« ABL peut apporter des solutions innovantes à l'industrie aérienne africaine »

En dépit d’une conjoncture rendue délicate par le conflit russo-ukrainien, le marché aéronautique africain ne perd rien de son attractivité aux yeux des entrepreneurs. Leurs projections semblent même très optimistes à en croire le PDG d’ABL Aviation. Entretien.

Multinationale axée sur le leasing aérien et la gestion d’actifs, ABL Aviation a été fondée par Ali Ben Lmadani en 2015. Il n’aura pas fallu longtemps pour que le groupe basé à Dublin ouvre des

bureaux à Casablanca, New York, Dubaï, Hong Kong et Tokyo. Son jeune fondateur lorgne à présent vers le marché africain et il n’a pas tort. Formé au pays de l’Oncle Sam, il y a développé un esprit d’entreprise audacieux auquel il a couplé une âme de globe-trotter. Après avoir dressé des antennes un peu partout dans le monde et engrangé de très bons résultats, Ali Ben Lmadani veut désormais mettre l’accent sur son continent et ses racines. Il était temps…

ABL aviation se prépare à conquérir le marché africain. Comment décririez-vous celui-ci ? Voyager en Afrique peut être un défi. Le trafic aérien intra-africain est limité. Pour voyager vers l'est ou l'ouest, il faut souvent se rendre vers le nord ou le sud et ensuite prendre un vol de correspondance. Les réseaux routiers et ferroviaires peuvent être difficiles eux-aussi, voilà pourquoi nous pensons qu'il existe une demande refoulée des classes moyennes ; que ce soit à des fins professionnelles ou de loisir. Selon les dernières prévisions de Boeing, le marché africain devrait croître de 5,2 % par an entre 2022 et 2041. Le trafic intérieur atteindrait dans ce cas l’excellent taux de 6,2 %. Toujours selon Boeing, cette demande se traduirait par la livraison de plus de 1 000 nouveaux avions sur le continent. Airbus estime pour sa part que l'on sera plus proche des 1 200 appareils. Les compagnies aériennes africaines vont plus que tripler leurs trafics tandis que leurs flottes doubleront au cours de la même période.

Le constructeur aéronautique prévoit en outre que la flotte continentale actuelle (600 appareils) dépassera les 1 400 en 2040. La majeure partie de cette croissance sera desservie par des monocouloirs de taille moyenne. Une telle augmentation nécessitera des financements. Certains seront fournis par les compagnies aériennes elles-mêmes, le prêt bancaire, le crédit à l'exportation et le leasing. Nous estimons à notre niveau que plus de 1000 nouvelles livraisons au cours des 20 prochaines années requerront une importante contribution en capital.
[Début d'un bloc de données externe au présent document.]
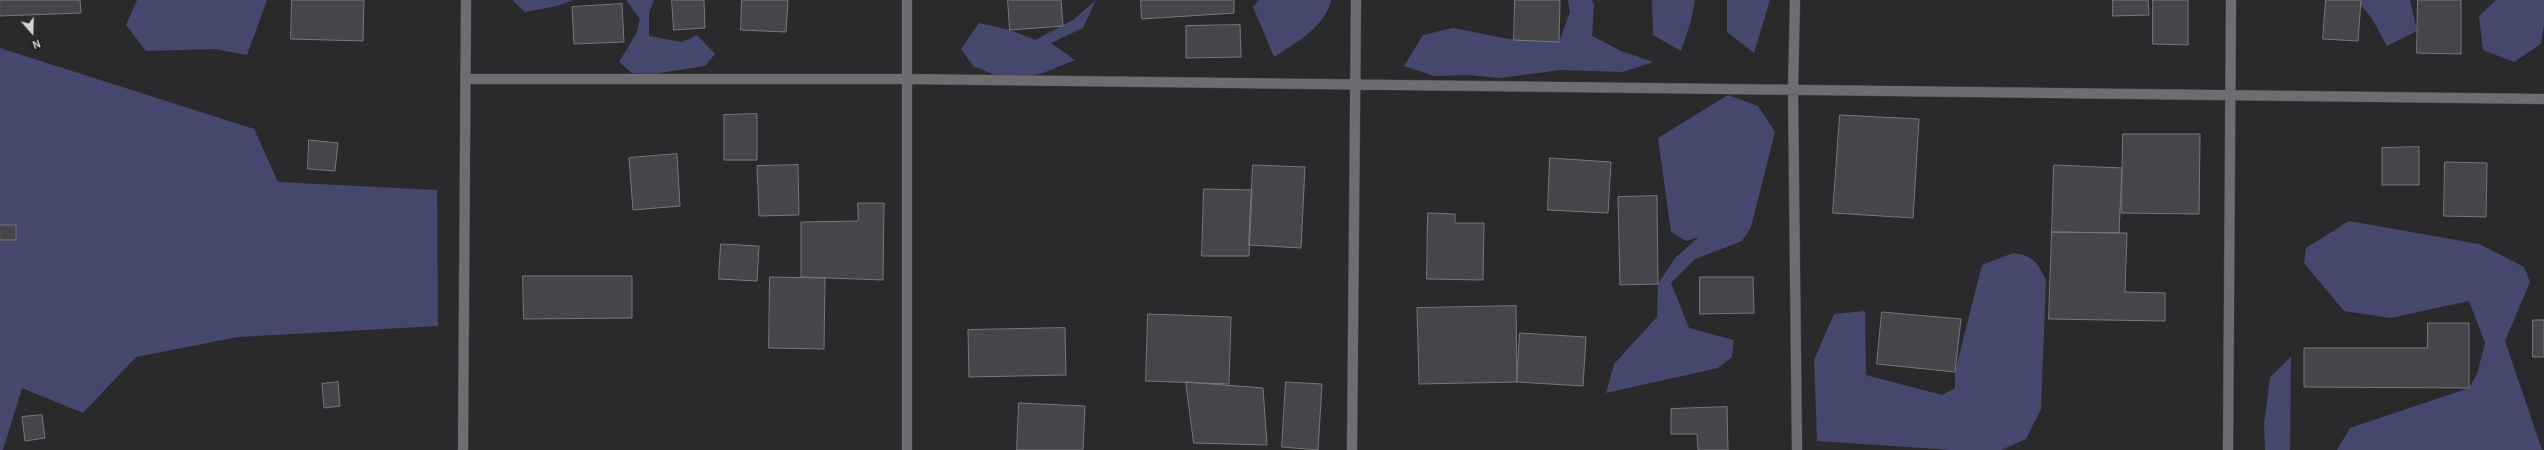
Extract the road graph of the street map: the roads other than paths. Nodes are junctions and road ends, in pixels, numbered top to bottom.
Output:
1 (466, 0) edge
2 (907, 0) edge
3 (1356, 0) edge
4 (1795, 0) edge
5 (2231, 0) edge
6 (467, 79) junction
7 (906, 79) junction
8 (1355, 83) junction
9 (1793, 90) junction
10 (2229, 96) junction
11 (2544, 99) edge
12 (463, 450) edge
13 (907, 450) edge
14 (1352, 450) edge
15 (1797, 450) edge
16 (2228, 450) edge

1 - 6 street
2 - 7 street
3 - 8 street
4 - 9 street
5 - 10 street
6 - 7 street
6 - 12 street
7 - 8 street
7 - 13 street
8 - 9 street
8 - 14 street
9 - 10 street
9 - 15 street
10 - 11 street
10 - 16 street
En résumé c'est un marché attractif auquel il est possible d'apporter des ressources.

Quelle sera votre stratégie à cet effet ?

Notre analyse minutieuse nous porte à croire que le marché africain est sous-servi par les fournisseurs de leasing et de capitaux du secteur. ABL peut apporter des solutions innovantes à l'industrie aérienne africaine pour l'aider à financer ces futures livraisons. Nous avons travaillé avec de nombreux fournisseurs de capitaux, assureurs et entités de partage des risques ; lesquels sont prêts à considérer certaines des compagnies aériennes basées sur place. Évidemment, chaque combinaison de risques entre compagnies aériennes et juridictions devra être prise en compte. Lors de l'examen d’une transaction, des questions comme le crédit, la juridiction, les risques liés aux actifs ainsi que les éventuelles améliorations structurelles devront être prises en compte afin d’aboutir à une opération acceptable par toutes les parties.

Parlez-nous des grands défis qu'ABL Aviation devra relever concernant le continent.

La réglementation et les accords de ciel ouvert actuels ne sont pas propices à la création d'un environnement commercial homogène pour les compagnies aériennes. Il y a plus de 50 pays en Afrique, chacun avec ses lois, règles et procédures. Des réformes doivent être priorisées afin de réduire les coûts pour le public voyageur, d'augmenter le trafic aérien et d'entraîner une plus grande croissance économique. Il n'y a pas deux pays identiques. Pour structurer une transaction, les textes de ces pays devront être pris en compte. Autre aspect très important à considérer lors des accords : la capacité de l'exploitant à entretenir l'avion conformément au contrat de location et au programme de maintenance recommandés par le constructeur. Il est également important d'évaluer en détail l'environnement d'exploitation de l'aéronef. ABL dispose d'une équipe technique hautement respectée et compétente qui veillera à tous ces aspects afin de s'assurer que l'avion sera correctement entretenu.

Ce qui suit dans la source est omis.